What is the Boer War? It is two wars that occurred in South Africa that involved the Boers, of Dutch decent, and the British.
The first war was in 1880-1881 and was a revolt by the Boers against British annexation of their territory, Transvaal. The war lasted less than a year and resulted in Britain controlling foreign affairs and Transvaal controlling all internal affairs.
What Happened During the War?
The second Boer War began in October 1899 and was fought between the British and Transvaal and the Orange Free State. Tensions had begun almost as soon as the first Boer War ended. Gold was discovered in Witwatersrand, bringing a large number of foreigners into the region. Diamonds already had been discovered in Kimberly.
Soon the number of foreigners was greater than the Boer population and they were demanding voting rights, something the Boers resisted.
Diplomatic negotiations failed to end the conflict peacefully.

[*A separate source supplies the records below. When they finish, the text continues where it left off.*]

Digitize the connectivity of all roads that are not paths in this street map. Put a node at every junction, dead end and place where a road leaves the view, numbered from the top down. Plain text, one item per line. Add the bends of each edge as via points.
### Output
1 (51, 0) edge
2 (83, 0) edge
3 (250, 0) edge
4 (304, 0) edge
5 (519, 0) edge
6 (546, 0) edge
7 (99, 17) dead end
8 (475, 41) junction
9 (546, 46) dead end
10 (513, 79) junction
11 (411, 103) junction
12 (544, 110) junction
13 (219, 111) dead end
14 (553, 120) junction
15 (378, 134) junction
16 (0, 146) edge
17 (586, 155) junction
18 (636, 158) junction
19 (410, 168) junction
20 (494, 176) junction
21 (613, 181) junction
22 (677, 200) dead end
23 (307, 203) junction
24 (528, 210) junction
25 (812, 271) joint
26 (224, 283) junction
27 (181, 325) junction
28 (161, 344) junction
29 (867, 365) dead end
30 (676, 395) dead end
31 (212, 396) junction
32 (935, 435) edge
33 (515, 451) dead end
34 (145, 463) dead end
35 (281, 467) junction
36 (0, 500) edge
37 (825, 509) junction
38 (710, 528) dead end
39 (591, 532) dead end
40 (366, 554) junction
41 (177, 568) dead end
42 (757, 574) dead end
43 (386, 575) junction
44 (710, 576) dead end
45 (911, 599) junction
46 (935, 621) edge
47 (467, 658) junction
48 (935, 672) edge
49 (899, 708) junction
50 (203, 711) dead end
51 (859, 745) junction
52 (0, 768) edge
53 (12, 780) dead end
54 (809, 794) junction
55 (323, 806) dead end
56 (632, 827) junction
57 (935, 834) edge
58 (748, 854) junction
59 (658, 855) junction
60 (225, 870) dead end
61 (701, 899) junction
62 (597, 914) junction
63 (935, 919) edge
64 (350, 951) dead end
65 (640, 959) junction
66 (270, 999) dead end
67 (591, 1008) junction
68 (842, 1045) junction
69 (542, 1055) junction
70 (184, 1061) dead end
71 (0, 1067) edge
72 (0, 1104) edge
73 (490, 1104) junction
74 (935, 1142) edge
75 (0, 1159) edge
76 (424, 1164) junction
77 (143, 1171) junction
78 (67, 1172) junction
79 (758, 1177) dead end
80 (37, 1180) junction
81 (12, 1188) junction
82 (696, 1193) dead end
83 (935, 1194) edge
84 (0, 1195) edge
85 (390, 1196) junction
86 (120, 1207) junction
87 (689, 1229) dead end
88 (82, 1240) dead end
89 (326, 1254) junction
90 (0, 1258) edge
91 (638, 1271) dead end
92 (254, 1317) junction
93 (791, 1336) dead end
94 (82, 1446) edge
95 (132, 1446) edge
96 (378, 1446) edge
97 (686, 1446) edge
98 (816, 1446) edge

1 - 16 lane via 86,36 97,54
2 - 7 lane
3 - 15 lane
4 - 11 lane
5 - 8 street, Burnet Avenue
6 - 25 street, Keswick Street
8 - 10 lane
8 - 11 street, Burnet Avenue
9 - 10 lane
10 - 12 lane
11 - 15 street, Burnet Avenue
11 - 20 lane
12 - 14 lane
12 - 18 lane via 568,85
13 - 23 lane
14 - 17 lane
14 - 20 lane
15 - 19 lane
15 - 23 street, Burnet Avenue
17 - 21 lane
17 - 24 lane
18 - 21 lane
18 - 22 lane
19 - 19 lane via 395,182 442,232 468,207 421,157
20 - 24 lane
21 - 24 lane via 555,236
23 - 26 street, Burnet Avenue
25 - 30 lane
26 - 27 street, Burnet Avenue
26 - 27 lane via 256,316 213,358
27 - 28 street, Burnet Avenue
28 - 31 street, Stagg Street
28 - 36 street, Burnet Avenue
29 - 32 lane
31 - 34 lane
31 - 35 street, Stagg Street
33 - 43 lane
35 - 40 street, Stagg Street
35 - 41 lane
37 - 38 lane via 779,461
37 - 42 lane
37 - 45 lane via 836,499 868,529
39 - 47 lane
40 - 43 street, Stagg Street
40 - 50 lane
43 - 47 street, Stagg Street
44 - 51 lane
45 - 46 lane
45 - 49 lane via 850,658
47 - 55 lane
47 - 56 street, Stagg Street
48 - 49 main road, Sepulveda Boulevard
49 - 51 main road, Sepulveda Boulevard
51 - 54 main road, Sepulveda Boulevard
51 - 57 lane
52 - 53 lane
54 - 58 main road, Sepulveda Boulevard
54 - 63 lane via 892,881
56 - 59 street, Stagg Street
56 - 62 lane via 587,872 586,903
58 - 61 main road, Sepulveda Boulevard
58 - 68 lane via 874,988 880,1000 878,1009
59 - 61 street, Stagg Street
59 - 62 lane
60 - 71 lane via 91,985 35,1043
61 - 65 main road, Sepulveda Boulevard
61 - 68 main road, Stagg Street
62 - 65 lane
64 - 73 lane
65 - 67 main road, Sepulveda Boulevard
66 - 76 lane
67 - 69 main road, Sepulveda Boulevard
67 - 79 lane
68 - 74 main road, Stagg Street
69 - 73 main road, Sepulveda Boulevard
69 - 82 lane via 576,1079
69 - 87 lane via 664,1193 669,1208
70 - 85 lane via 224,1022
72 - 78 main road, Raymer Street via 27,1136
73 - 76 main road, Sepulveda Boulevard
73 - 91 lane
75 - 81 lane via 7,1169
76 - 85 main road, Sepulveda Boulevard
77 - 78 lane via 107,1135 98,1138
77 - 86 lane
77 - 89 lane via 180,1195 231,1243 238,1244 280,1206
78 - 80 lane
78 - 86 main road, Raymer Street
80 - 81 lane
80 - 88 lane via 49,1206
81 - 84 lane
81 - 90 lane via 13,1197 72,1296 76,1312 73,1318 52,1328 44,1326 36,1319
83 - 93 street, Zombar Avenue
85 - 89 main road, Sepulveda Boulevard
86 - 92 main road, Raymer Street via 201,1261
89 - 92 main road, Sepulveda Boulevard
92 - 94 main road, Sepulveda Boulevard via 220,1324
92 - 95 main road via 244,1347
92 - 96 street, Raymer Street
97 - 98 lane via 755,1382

The Boers were effective guerilla fighters, a tactic they had used in the first war. To combat this, the British instituted a scorched-earth policy. Towns, farms and crops were burned and livestock was killed. This strategy was meant to deprive the Boers of their food sources.

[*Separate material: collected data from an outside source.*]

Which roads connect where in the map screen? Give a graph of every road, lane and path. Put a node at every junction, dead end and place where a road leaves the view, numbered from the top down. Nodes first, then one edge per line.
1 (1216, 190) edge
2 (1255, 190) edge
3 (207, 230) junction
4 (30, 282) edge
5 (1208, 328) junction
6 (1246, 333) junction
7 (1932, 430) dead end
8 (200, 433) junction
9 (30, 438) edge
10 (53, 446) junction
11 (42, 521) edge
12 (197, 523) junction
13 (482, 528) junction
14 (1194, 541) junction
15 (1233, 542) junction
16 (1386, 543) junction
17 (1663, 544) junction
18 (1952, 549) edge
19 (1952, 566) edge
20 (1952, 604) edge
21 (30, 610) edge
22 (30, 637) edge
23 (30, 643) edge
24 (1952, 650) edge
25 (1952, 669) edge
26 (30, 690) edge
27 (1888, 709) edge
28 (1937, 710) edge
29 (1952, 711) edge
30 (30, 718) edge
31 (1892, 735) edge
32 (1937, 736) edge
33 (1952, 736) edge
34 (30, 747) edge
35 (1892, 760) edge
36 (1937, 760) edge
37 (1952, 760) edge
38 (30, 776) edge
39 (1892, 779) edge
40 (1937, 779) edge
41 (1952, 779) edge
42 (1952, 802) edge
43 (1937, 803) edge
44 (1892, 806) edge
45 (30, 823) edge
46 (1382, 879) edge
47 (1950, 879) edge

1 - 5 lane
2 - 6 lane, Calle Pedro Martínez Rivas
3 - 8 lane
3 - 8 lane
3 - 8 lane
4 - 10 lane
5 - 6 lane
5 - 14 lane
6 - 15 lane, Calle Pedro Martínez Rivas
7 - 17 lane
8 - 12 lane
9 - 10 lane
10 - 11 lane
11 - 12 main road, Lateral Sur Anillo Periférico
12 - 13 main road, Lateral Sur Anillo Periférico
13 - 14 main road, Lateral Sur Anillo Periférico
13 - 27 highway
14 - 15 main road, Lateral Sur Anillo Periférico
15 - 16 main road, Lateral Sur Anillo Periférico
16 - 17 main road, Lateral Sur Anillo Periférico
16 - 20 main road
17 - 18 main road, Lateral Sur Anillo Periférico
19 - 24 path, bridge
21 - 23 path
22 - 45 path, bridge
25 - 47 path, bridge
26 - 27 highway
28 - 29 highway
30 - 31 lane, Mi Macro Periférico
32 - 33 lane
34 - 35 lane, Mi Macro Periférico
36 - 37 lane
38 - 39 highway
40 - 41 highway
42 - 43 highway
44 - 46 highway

Women and children from burnt settlements were put into concentration camps. Native Africans also were imprisoned because it was thought they might aid the Boers in finding food. It is estimated 48,000 people died in the concentration camps from malnutrition and disease.
The war ended in May 1902 with a Boer surrender.
The British fought alongside troops from Canada, Newfoundland, Australia and New Zealand along with those from the African colonies of Natal and Cape Colony. It was the longest, bloodiest war since the British fought Napoleon. More soldiers died of diseases such as typhoid than died from warfare.
The war also marked the first time the British army wore khaki uniforms.
The Boer War led directly to the formation of the Dominion of South Africa in 1910 composed of Transvaal, Orange River, Natal and Cape Colony.
Canada and the Boer War
In Canada, the populous was divided over whether the nation should participate. Prime Minister Wilfred Laurier devised a compromise: Canadians could volunteer, but they would be supplied and funded by the British. Nearly 7,400 volunteered and 270 died.
Soldiers from the dominions were used to enforce the scorched-earth policy. Canadians also fought in four major battles – Paardeberberg, Zand River, Doornkop and Leliefontein. They would receive a reputation for bravery.
Dr. John McCrae, who would become famous for writing “In Flanders Fields” a decade and half later, is perhaps the most famous Canadian to serve in the Boer War.